My 9 year old has a YouTube channel Overcreative DIY. Thanks to the kindness of classmates and their parents she has 36 subscribers and gets a little over 100 views on average for her videos. I met an internet tycoon recently and he said that if we spent a ‘little’ money with a tool we could get a million views. I struggled with this – I mean, the universe of searches on the topics she’s making videos on isn’t that huge. That’s when I got his eureka insight. It wasn’t enough to just promote content, one had to create content around whatever is the trending search. Like slime. She’s not ready to specialise yet.
Preparing for a talk at #PRCAIEngage on how to stand out in a cluttered world, I realised that it’s really hard. It just isn’t feasible for most businesses to create amazing, exciting standalone content at the kind of frequency that is required. So good PR these days has to latch on to a trending topic. If your core business is something trendy like security then you have it a little easier (though you will still have to invest in frequency and quality). Arrka recently put out a report on State of Privacy of Indian Mobile Apps and Websites 2018. Once you give out stats like 79% of apps have access to call details, you tend to get attention. But even if you do many things and not necessarily in “hot’ areas, you will have to hook it to one. A great example of this strategy is a brand of blender called BlendTec. Their marketing strategy is built around the premise that their blender will blend anything. And so they have a content calendar of trying to blend trendy things like Amazon Echo (to celebrate Prime day), iPhones, football trophies…
Over the last couple of months we’ve been inundated with stories of fancy weddings – Prince Harry and Meghan Markle, Deepika Padukone and Ranveer Singh, Priyanka Chopra and Nick Jonas. So much so that if you wanted to stand out, you had to somehow hook your story to this topic. At yesterday’s Customer Experience in The Age of Automation Roundtable in association with Oracle, a participant mentioned that his wife’s jewellery site took off when she put up “Deepika ear-rings”. Of course, if you are the trendee (look, new word!), like say, Deepika or Meghan, you just have to control the messaging. You can do old-fashioned PR and just push stories on every aspect of your life.

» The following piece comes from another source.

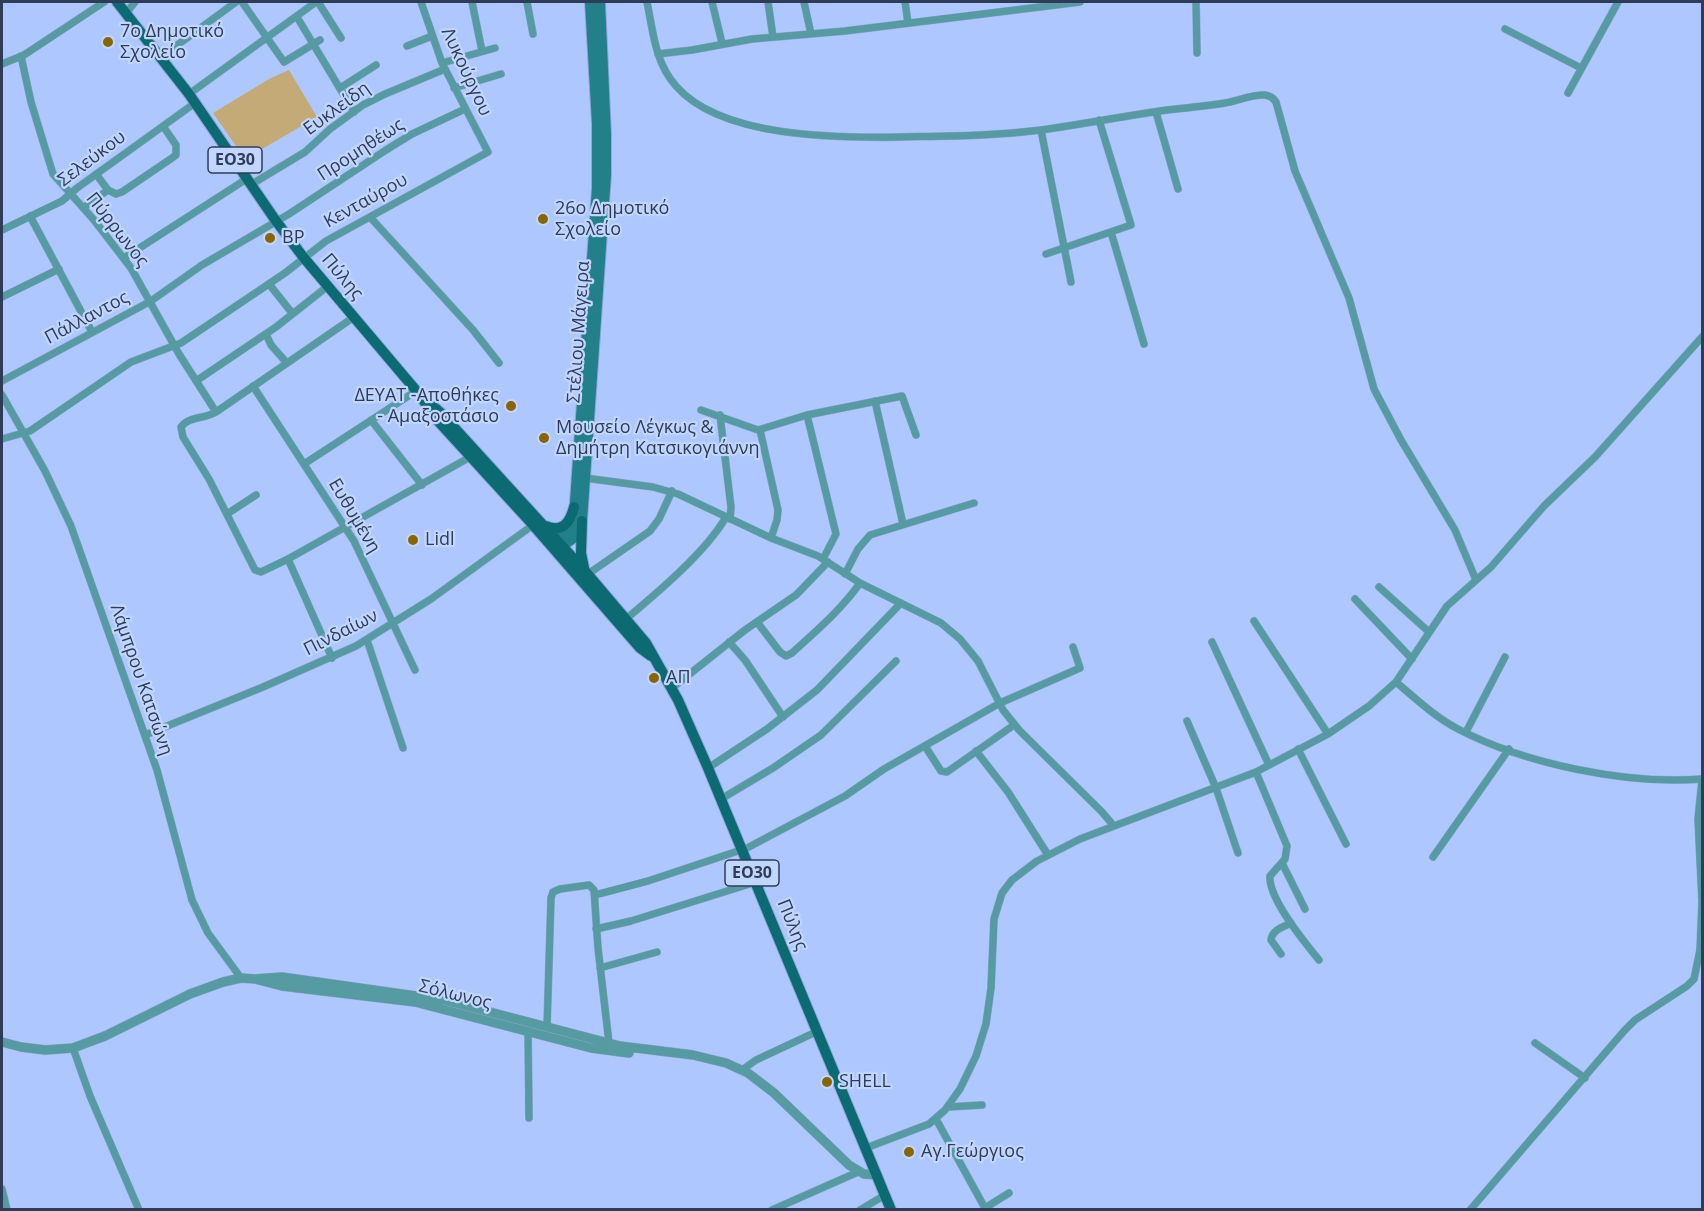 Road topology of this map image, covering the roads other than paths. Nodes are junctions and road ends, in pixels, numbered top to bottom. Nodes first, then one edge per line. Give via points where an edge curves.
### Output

Coming to yesterday’s Roundtable, it had some truly unique content with Karthik Jagannathan of Bharat Matrimony sharing how technology helps build trust in the wedding arena, and William Angelo talking about the use of digital marketing to improve donor acquisition at World Vision, followed by Madhukar Uniyal of Oracle sharing how to go about building a fantastic, automated, customer experience.